# 2 Thermocouple Pid



## punter9 (Jun 26, 2013)

So I will start this off with I did use the search and found a lot of PID info, but not exactly what I was looking for.  So by all means flame me relentlessly if this is a rinse and repeat.

     I am building a small flowerpot electric smoker for my apartment balcony, and since I am a nerd I would like to do a PID temperature control.  However, I don't just want one temp reading I want two.  

Here is how I want this to go down.

2 thermocouples (TC) - 1 in meat 1 in airspace

2 alarms - 1 for meat 1 for airspace

scenario - I want the cooker to be at 200deg (airspace TC) until the meat TC detects 150deg.  Once that happens I want the meat TC to override and keep meat temp at 150 deg with a max air temp of 205.  

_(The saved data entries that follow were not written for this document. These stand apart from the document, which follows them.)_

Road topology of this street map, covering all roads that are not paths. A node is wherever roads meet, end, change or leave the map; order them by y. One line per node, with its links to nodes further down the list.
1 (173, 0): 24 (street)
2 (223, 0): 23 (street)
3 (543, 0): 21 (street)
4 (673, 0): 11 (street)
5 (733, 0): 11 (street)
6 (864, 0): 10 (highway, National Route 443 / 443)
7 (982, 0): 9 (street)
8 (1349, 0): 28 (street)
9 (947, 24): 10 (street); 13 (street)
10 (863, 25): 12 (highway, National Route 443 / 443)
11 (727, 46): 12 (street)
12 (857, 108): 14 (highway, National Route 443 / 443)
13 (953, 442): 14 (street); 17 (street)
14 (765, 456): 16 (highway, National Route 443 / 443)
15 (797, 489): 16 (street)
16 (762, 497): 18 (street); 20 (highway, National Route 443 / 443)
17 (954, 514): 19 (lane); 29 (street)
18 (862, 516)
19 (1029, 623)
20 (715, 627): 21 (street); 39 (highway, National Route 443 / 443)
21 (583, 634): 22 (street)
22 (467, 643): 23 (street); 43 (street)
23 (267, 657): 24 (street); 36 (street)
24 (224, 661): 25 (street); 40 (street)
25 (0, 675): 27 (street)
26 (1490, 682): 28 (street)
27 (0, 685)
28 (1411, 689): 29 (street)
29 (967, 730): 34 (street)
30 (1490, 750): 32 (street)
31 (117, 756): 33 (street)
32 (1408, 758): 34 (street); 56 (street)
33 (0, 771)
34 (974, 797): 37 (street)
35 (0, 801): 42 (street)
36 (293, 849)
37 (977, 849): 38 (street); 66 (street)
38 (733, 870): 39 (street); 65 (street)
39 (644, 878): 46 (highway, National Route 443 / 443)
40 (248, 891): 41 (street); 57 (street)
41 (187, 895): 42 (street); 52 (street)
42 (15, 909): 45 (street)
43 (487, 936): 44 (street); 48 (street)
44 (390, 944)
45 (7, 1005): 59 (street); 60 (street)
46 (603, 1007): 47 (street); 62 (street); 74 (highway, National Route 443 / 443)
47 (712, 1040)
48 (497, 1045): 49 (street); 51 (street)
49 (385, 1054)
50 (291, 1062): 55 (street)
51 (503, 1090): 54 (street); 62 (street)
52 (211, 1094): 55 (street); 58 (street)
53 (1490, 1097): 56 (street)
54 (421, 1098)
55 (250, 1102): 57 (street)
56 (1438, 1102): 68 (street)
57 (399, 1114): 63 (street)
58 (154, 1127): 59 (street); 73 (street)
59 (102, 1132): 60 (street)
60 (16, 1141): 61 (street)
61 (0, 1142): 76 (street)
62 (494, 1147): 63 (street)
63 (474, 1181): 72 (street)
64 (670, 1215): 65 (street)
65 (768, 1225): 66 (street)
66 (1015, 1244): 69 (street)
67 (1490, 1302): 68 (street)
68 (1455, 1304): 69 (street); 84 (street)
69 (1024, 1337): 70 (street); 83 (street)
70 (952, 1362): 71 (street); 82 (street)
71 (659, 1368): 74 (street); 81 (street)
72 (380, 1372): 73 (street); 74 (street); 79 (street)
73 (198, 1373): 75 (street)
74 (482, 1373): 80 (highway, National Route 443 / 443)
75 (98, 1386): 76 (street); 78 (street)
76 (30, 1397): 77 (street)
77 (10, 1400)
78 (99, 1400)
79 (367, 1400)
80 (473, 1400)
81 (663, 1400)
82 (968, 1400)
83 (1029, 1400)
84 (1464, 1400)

here is what I have in my head.....pure crazy.

2 PID's 1 for meat 1 for air - set one 200 one 150

2 relays - set up so BOTH need to be activated to turn on element.

seems like I could do this with a more complex PID that could do two thermocouples and 2 alarms and be much cheaper than this way over engineered setup I have listed above.  Would cut me down to 1 pid, 1 relay, and 2 thermocouples.  

Any advice from the more seasoned (pun intended) experts here would be great.


----------



## s2k9k (Jun 26, 2013)

Auber has a plug and play dual probe controller that will probably do just what you want. Model #WSD-1203CPH


----------



## punter9 (Jun 26, 2013)

Yea I have seen that bad boy, pretty sweet.  I am looking to go more DIY and learn a bit on this one.


----------



## s2k9k (Jun 26, 2013)

I hear you with the DIY and learning. Though I used to be an electrician I really knew nothing about electric smokers and controllers until I just recently built a smokehouse and decided to go with a programmable PID. I really learned a lot doing it myself and having to research everything.

There are a lot of good threads on here about PID's and some very knowledgable folks who will really help you out.


----------